# [REQUIRED ACTION]
Copy each line below that contains "place".

# [Stored data entries]
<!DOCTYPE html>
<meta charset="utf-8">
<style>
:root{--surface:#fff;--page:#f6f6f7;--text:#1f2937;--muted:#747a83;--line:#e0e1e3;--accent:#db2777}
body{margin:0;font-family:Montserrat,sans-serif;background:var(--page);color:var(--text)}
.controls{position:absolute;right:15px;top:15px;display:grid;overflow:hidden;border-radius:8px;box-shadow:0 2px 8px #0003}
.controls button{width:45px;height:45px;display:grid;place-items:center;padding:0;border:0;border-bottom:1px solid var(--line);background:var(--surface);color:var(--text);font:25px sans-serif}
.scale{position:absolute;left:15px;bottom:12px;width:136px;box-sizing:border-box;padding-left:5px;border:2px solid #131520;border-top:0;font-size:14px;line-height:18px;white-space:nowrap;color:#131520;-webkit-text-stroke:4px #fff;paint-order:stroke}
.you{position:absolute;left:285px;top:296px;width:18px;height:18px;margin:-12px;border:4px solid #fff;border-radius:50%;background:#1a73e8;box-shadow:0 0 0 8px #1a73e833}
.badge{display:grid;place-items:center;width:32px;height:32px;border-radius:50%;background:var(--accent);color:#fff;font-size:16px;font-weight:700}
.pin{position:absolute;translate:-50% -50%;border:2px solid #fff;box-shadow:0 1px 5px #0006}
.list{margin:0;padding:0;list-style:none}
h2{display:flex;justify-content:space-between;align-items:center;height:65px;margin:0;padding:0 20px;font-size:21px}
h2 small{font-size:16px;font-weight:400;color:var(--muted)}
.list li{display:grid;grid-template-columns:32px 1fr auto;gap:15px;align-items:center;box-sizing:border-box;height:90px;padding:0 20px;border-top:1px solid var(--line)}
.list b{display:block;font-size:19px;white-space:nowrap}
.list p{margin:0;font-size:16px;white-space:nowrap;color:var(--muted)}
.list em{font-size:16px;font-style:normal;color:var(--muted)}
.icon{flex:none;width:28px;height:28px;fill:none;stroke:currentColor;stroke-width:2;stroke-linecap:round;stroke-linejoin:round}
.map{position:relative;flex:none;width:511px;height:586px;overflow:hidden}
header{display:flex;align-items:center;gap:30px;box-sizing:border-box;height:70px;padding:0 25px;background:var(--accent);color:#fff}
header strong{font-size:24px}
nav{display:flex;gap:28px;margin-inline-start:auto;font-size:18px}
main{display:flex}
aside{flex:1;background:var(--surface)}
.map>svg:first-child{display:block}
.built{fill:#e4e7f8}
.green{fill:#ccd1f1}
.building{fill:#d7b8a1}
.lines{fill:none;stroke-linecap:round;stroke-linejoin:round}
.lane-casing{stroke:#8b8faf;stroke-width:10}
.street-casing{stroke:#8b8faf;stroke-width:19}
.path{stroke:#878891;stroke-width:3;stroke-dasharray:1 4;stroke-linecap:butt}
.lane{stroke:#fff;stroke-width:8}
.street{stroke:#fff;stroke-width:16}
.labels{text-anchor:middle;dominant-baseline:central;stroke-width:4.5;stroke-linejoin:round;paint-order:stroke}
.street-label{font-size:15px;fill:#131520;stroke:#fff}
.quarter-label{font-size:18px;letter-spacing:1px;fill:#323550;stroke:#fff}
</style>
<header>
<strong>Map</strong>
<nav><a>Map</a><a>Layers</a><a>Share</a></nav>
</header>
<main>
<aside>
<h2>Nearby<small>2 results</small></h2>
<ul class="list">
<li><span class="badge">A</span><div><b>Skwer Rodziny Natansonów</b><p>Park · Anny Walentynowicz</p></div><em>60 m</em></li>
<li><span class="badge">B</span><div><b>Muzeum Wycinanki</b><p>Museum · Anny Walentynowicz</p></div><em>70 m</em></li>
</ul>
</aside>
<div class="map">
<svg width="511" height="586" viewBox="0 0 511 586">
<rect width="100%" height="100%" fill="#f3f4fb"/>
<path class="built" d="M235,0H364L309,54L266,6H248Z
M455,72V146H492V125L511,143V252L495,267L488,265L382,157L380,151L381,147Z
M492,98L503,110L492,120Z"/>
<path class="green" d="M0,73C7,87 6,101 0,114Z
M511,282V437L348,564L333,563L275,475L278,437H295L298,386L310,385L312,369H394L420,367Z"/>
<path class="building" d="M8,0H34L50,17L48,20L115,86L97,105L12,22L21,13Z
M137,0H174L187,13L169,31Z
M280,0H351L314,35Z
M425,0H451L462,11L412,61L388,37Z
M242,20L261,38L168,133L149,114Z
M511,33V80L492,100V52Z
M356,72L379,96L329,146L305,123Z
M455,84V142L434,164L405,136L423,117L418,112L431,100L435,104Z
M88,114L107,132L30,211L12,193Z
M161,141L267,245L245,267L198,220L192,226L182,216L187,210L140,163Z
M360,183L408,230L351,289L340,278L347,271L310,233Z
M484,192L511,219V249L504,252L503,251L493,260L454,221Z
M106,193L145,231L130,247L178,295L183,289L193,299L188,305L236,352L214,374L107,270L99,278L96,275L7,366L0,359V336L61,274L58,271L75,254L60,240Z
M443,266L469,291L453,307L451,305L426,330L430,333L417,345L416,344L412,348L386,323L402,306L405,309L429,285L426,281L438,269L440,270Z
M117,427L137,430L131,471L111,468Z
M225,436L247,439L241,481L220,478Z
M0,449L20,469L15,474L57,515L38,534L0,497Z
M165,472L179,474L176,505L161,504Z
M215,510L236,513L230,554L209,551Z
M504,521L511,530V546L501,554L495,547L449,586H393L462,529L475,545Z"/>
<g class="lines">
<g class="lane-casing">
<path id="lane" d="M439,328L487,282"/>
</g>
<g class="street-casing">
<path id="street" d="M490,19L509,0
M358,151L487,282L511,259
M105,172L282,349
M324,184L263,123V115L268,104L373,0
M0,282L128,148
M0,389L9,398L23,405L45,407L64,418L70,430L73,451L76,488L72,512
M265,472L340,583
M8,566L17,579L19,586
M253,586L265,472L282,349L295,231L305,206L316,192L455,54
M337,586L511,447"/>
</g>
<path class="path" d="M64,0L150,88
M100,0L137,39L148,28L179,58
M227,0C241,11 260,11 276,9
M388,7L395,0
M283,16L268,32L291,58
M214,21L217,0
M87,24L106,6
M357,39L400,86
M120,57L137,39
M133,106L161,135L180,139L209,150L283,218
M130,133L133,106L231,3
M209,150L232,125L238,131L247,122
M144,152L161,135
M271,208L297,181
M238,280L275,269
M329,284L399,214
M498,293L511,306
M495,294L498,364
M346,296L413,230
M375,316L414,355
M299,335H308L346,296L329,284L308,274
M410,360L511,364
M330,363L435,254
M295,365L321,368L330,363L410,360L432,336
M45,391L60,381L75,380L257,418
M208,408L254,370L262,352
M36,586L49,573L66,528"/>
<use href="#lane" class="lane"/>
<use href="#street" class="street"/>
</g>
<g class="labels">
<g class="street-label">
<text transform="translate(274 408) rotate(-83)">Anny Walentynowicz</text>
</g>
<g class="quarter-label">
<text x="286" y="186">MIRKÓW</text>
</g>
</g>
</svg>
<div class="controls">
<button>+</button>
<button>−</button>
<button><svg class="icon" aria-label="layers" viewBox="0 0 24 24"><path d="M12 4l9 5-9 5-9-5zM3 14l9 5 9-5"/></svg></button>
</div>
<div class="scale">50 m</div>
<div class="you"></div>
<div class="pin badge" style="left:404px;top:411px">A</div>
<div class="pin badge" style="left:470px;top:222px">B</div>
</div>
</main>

# [OUTPUT OF THE TASK]
.controls button{width:45px;height:45px;display:grid;place-items:center;padding:0;border:0;border-bottom:1px solid var(--line);background:var(--surface);color:var(--text);font:25px sans-serif}
.badge{display:grid;place-items:center;width:32px;height:32px;border-radius:50%;background:var(--accent);color:#fff;font-size:16px;font-weight:700}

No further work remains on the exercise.